Task instructions
In the following listing, find the lines containing "above" and report them.

Supplied records
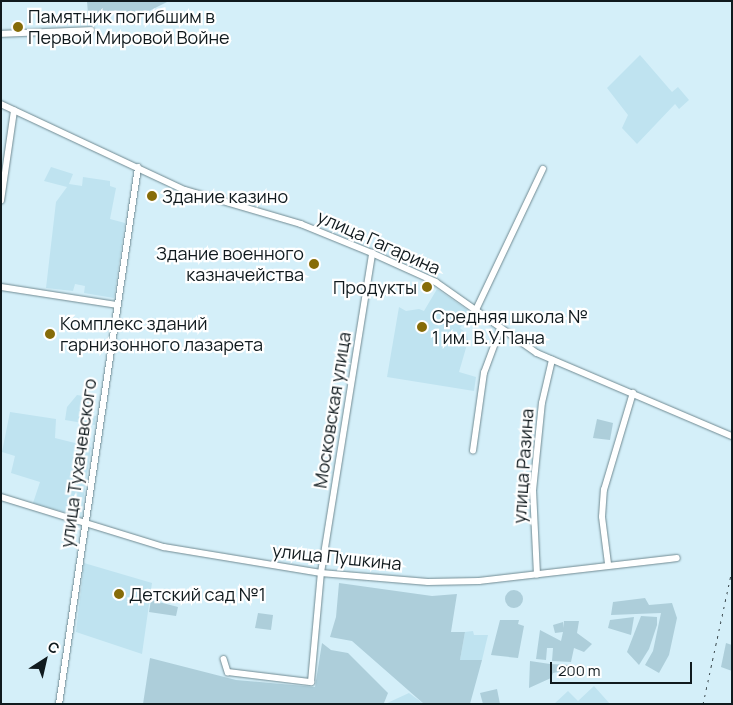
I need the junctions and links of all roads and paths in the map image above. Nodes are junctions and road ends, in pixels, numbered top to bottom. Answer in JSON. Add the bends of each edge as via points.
--
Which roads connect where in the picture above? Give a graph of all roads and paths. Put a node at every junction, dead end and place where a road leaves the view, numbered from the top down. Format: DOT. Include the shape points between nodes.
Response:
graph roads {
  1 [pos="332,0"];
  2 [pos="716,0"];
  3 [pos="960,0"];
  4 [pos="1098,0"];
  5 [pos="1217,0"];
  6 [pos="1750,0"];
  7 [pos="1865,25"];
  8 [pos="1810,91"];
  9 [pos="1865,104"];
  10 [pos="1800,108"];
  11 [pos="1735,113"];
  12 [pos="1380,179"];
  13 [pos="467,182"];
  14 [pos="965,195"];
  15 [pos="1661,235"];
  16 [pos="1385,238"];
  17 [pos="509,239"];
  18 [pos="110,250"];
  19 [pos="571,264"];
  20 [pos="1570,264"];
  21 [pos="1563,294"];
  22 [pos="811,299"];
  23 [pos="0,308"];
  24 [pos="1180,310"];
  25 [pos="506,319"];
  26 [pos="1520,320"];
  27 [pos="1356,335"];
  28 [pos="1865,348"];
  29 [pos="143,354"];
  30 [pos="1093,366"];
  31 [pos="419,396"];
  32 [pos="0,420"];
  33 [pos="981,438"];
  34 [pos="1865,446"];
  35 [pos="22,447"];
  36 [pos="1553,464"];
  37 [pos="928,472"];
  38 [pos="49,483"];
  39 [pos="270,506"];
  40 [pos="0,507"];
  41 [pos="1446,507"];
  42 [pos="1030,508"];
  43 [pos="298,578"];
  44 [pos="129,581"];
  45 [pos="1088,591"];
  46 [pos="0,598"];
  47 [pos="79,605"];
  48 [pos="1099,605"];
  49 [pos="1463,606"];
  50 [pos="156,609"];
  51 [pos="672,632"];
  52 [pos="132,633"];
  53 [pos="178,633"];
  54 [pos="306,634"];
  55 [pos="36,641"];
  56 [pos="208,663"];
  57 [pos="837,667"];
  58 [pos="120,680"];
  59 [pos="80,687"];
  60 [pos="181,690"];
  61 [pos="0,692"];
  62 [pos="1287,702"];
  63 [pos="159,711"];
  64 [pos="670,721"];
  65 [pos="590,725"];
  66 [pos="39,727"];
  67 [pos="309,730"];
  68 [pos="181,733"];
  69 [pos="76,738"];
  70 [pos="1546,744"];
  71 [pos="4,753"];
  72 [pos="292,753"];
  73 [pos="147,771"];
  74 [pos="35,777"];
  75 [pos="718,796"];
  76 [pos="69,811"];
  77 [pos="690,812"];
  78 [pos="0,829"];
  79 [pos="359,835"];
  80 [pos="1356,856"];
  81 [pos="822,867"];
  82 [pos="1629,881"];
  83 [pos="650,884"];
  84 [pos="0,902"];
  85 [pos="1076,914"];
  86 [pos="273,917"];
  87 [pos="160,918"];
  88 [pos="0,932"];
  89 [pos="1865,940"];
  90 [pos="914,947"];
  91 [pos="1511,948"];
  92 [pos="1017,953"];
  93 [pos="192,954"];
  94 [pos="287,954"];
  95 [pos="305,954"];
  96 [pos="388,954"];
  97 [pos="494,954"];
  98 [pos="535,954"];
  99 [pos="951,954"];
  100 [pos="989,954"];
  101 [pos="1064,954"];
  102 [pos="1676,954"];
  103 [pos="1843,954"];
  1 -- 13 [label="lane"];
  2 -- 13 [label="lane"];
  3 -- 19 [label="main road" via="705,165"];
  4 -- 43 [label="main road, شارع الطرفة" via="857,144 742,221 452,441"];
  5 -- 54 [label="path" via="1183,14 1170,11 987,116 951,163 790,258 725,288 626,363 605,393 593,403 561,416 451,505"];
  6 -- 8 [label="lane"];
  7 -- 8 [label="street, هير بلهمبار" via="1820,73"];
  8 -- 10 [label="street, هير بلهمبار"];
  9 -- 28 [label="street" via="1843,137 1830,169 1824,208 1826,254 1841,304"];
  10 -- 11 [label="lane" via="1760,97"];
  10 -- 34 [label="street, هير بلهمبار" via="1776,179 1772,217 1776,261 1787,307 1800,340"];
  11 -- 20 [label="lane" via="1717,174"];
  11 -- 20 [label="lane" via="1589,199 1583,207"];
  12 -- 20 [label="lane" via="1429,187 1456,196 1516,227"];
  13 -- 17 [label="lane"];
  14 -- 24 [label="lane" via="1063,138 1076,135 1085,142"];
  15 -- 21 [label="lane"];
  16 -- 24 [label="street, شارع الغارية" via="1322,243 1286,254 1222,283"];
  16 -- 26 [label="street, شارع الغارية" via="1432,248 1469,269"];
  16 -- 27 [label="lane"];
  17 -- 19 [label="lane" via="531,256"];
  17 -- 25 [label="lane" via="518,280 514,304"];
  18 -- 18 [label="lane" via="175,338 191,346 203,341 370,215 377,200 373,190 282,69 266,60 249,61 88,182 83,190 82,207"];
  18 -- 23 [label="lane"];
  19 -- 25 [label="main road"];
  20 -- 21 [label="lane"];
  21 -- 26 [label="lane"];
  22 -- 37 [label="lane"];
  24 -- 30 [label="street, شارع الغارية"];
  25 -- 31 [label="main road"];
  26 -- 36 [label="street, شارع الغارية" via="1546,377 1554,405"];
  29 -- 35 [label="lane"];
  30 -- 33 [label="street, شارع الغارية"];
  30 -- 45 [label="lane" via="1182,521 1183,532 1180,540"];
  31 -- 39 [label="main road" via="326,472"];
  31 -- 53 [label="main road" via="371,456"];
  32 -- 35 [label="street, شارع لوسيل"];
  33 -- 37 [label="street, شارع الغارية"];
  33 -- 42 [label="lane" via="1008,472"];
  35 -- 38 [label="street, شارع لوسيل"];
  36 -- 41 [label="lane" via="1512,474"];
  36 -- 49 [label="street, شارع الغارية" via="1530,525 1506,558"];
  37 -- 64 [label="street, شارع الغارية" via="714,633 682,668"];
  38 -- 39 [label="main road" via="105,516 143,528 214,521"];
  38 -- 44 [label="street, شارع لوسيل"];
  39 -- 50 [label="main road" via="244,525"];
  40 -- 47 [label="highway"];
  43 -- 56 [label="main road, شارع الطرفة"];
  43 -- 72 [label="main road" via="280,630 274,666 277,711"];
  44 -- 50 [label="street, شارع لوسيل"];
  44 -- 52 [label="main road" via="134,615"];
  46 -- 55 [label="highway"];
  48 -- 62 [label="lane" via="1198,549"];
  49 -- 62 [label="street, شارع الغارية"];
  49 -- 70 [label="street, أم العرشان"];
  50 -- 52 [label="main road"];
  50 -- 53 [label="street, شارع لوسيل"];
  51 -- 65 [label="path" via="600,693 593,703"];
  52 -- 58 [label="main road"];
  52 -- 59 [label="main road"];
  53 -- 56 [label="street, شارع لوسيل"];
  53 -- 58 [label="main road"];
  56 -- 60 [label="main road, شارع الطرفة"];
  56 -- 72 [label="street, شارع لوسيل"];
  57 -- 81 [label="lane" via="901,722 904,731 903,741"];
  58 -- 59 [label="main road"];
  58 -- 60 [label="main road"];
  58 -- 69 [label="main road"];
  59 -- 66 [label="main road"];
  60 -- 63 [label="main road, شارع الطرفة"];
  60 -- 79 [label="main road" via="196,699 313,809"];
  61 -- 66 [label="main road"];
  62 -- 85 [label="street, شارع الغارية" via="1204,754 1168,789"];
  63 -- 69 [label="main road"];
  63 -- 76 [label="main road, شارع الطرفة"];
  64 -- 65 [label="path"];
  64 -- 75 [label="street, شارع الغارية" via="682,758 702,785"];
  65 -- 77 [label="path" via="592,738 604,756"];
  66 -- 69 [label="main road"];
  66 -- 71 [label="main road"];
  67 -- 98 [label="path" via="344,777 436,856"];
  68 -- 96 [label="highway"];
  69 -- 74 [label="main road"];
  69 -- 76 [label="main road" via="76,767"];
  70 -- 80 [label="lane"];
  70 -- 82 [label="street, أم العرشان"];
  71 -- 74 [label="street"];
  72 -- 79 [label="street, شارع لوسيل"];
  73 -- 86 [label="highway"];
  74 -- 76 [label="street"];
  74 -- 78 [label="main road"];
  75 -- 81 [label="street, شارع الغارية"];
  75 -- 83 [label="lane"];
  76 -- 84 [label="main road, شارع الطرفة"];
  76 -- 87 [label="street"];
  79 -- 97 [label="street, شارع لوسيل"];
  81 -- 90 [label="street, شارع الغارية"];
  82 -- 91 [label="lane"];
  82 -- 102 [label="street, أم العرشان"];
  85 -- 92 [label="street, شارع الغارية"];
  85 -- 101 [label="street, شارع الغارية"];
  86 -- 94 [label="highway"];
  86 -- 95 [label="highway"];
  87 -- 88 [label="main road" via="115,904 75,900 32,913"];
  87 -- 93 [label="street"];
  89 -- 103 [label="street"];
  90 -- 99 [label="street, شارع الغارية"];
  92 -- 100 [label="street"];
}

Solution to the problem
I need the junctions and links of all roads and paths in the map image above. Nodes are junctions and road ends, in pixels, numbered top to bottom. Answer in JSON. Add the bends of each edge as via points.
Which roads connect where in the picture above? Give a graph of all roads and paths. Put a node at every junction, dead end and place where a road leaves the view, numbered from the top down. Format: DOT. Include the shape points between nodes.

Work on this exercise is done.